Politisi yang hanya mengeksploitasi rasa permusuhan dan sentimen primordial sudah pasti akan dijauhi karena tidak menawarkan kebaikan bersama.
Oleh
Redaksi
·2 menit baca
Hasil pemilu Australia, yang digelar Sabtu (21/5/2022), sulit diramalkan. Persaingan antara Perdana Menteri Scott Morrison dan Anthony Albanese amat ketat.
PM Morrison memimpin Koalisi Partai Liberal yang berkuasa. Albanese memimpin Partai Buruh yang beroposisi.
Pelaksanaan pemilu Australia juga menarik karena tema dan janji kampanye senantiasa tidak keluar jauh dari persoalan aktual dan relevan bangsa serta negaranya. Pandemi Covid-19, kenaikan harga barang kebutuhan, serta bencana kebakaran hutan dan banjir menjadi topik kampanye pemilu.
Rangkaian persoalan ini sangat nyata bagi rakyat Australia. Siapa pun yang berkuasa mesti mencari jalan keluar untuk mengatasi persoalan itu, bukan mencari-cari isu yang tidak relevan. Masuk akal, mengapa koalisi Partai Liberal pimpinan PM Morrison dan Partai Buruh pimpinan Albanese sama-sama memberikan fokus pada persoalan-persoalan itu sebagai tema dan janji kampanye.

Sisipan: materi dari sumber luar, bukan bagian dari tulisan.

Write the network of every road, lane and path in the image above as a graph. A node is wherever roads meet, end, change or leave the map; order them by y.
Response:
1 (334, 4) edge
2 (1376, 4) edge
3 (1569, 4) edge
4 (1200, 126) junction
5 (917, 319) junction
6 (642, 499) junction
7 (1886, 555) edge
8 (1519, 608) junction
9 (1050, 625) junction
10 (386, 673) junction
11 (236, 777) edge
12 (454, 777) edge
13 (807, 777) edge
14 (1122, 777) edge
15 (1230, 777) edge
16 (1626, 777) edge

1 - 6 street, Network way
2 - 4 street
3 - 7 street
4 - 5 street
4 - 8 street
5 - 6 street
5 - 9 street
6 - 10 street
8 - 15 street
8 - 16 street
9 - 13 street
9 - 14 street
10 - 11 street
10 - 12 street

Kubu Morrison menyatakan, koalisi Partai Liberal berpengalaman dalam menangani Covid-19, mengendalikan harga kebutuhan sehari-hari, serta mencegah kebakaran hutan dan bencana banjir. Kondisi dikatakan akan memburuk jika pengelolaan kekuasaan diserahkan kepada pihak yang tidak berpengalaman. Tak kalah menarik tanggapan kubu Albanese yang menegaskan, kondisi Australia akan stagnan jika dikelola dengan pola kekuasaan yang sama.
Kubu Albanese berkeyakinan, Australia akan mengalami perubahan dan kemajuan jika kekuasaan diambil alih oleh Partai Buruh. Tentu rakyat Australia yang akan menentukan pilihan. Sekitar 16,4 juta dari 25,7 juta rakyat Australia akan memberikan suara dalam pemilu ini. Pemberian suara dalam pemilu bersifat wajib dalam hukum Australia.
Sudah pasti, apa yang dilontarkan Morrison dan Albanese dalam budaya politik Australia tidak sekadar retorika untuk mencari sensasi dan popularitas semata. Jika menang, kubu Morrison atau kubu Albanese harus mewujudkan janji kampanyenya. Masyarakat akan menagih janji kampanye, ibarat utang. Apalagi janji adalah utang.
Jika janji itu tidak diwujudkan, rakyat menghukum dengan tidak memberikan dukungan suara lagi pada pemilihan berikutnya. Atas dasar itu, politisi perlu hati-hati dalam mengeluarkan janji kampanye. Janji palsu hanya memberikan reputasi buruk, yang akan menjadi bumerang.
Mungkin karena lebih berfokus pada tema kampanye, yang harus dipertanggungjawabkan ketika berkuasa, isu yang tidak relevan dan kontraproduktif dijauhkan dan disingkirkan.
Rakyat merasa tak dipusingkan oleh politisi oportunis yang mencari popularitas dengan menjual gagasan murahan dan menyesatkan. Tidak terhindarkan perpolitikan untuk saling memojokkan, tetapi selalu dalam koridor demokrasi yang menjunjung tinggi rasionalitas, etika, dan estetika publik.
Politisi yang hanya mengeksploitasi rasa permusuhan dan sentimen primordial sudah pasti akan dijauhi karena tidak menawarkan kebaikan bersama.